• Working data:
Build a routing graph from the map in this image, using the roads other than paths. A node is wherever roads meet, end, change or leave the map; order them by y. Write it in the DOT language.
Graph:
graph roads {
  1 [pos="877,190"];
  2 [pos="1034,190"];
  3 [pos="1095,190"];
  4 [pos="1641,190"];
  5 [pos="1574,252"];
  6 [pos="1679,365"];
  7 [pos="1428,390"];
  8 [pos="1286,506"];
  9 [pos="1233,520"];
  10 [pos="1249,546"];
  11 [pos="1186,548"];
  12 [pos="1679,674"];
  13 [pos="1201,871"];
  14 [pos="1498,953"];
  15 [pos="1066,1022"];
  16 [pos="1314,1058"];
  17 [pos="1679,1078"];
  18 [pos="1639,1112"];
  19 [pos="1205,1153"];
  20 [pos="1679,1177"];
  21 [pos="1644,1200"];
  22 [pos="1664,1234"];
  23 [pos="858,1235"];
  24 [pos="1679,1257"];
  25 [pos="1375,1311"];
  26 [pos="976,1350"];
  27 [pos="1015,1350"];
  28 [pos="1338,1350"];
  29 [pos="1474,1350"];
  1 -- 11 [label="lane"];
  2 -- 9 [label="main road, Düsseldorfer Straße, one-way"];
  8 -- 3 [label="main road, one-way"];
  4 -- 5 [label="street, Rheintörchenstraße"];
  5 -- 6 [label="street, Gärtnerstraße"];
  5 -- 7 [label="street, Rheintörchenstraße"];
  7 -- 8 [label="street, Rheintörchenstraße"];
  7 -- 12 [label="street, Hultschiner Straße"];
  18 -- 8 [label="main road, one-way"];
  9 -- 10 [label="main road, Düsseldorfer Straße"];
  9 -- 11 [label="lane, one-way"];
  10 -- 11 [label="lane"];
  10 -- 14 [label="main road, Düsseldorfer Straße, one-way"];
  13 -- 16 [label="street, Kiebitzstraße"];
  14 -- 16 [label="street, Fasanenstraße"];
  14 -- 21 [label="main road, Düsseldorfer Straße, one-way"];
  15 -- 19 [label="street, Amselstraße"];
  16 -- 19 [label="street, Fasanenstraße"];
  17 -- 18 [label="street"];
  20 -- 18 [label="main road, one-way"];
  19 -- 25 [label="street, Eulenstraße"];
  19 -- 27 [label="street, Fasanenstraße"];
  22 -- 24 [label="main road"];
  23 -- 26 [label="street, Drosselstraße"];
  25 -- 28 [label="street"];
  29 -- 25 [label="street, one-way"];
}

* * *

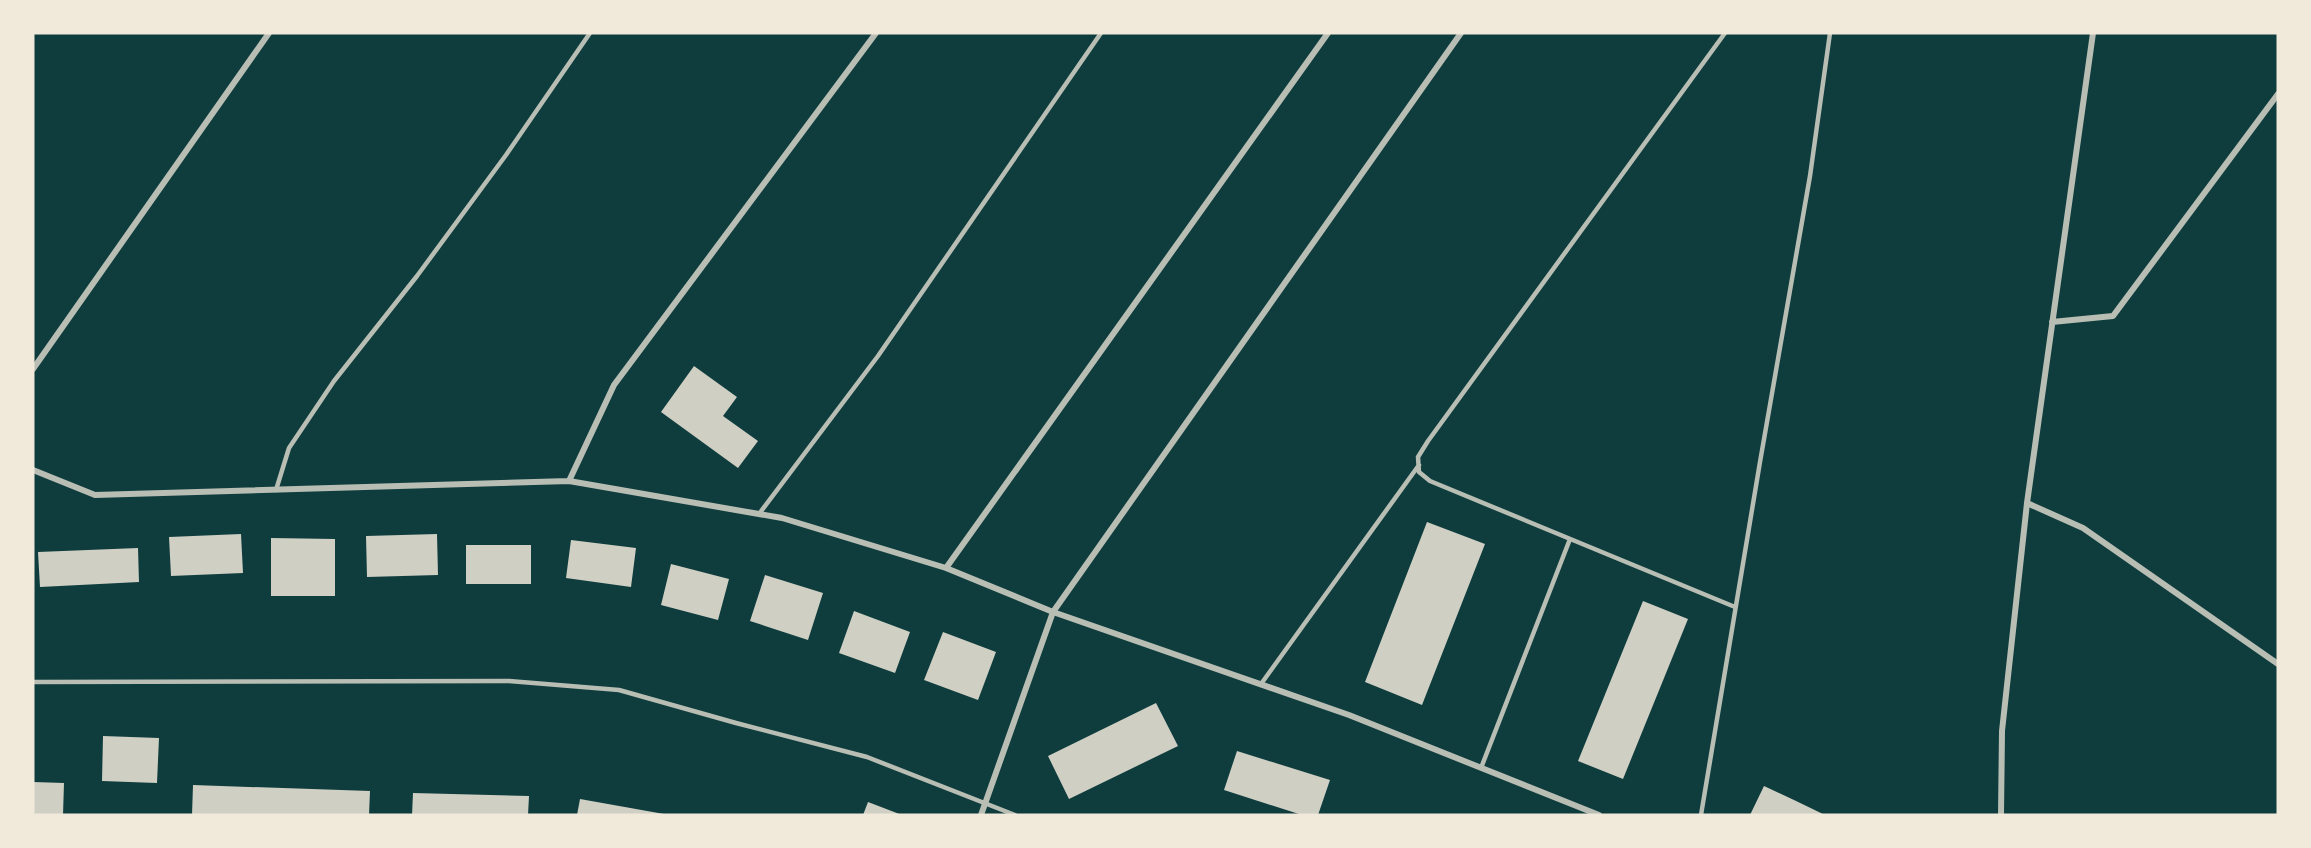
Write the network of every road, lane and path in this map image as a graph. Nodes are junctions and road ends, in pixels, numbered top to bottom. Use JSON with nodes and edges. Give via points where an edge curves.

==

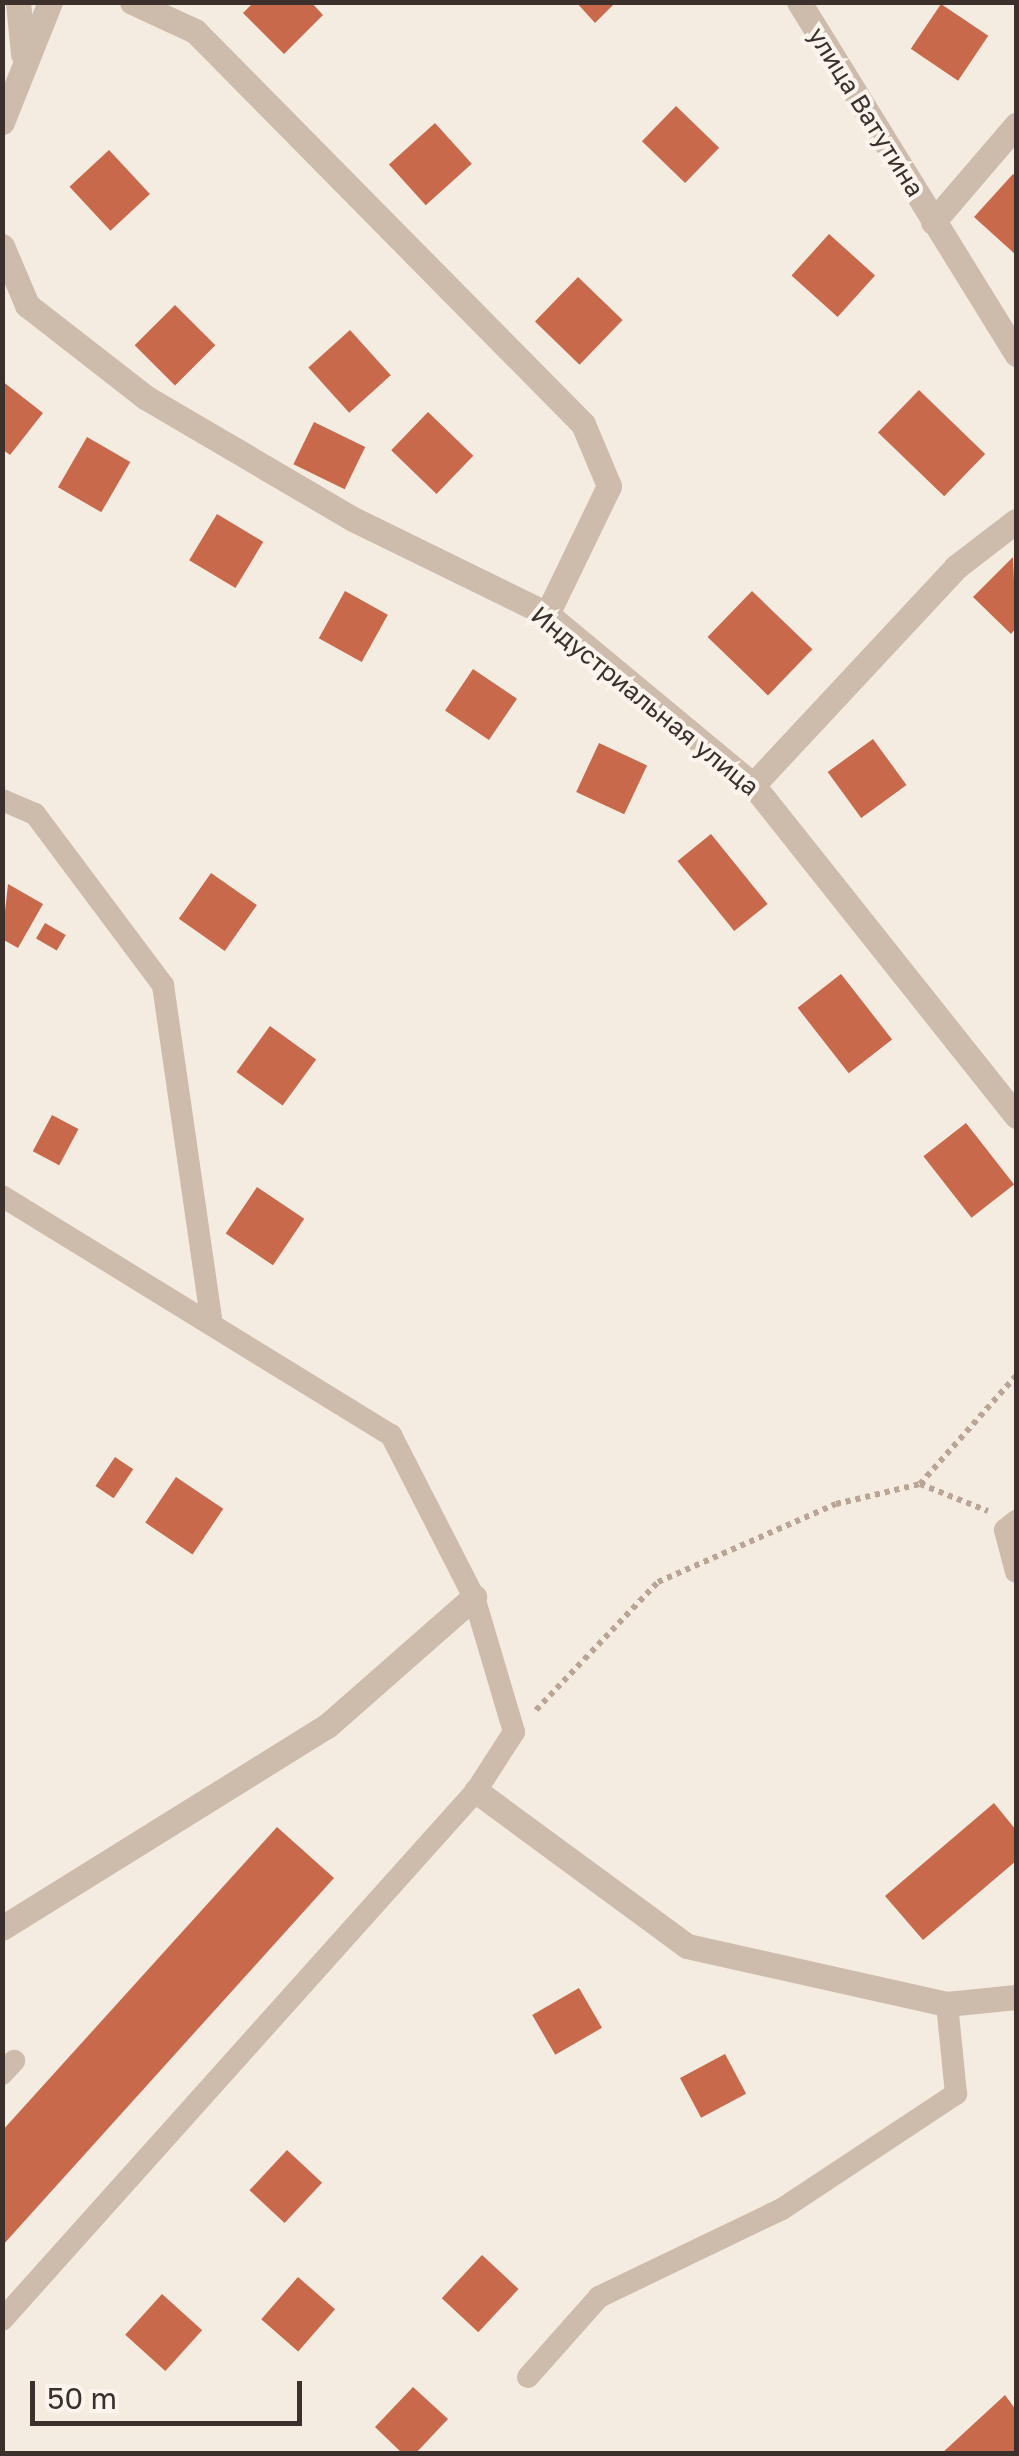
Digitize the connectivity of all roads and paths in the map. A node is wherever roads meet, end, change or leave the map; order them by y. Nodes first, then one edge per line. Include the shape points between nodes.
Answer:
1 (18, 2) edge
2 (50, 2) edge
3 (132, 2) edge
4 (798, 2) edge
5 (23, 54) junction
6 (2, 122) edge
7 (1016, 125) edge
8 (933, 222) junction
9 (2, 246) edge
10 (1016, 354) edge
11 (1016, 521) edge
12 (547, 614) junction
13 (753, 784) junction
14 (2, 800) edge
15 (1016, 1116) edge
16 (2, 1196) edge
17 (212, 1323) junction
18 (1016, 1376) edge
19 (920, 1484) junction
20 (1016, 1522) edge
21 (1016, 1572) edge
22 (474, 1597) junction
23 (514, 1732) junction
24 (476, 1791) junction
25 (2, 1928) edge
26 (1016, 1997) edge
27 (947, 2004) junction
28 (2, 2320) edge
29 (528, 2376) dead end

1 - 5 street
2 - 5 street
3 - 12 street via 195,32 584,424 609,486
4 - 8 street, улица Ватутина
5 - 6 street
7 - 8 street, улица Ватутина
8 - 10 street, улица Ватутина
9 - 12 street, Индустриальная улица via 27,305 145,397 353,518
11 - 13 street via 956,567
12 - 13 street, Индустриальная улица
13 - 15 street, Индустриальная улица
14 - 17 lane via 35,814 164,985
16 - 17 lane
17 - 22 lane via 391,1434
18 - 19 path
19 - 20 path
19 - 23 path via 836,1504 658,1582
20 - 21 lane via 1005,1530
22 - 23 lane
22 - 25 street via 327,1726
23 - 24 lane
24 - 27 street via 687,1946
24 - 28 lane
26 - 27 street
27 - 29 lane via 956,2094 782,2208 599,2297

• What the task asks: Report back each line in the material above that contains the string "Write".

• Written answer:
Build a routing graph from the map in this image, using the roads other than paths. A node is wherever roads meet, end, change or leave the map; order them by y. Write it in the DOT language.
Write the network of every road, lane and path in this map image as a graph. Nodes are junctions and road ends, in pixels, numbered top to bottom. Use JSON with nodes and edges. Give via points where an edge curves.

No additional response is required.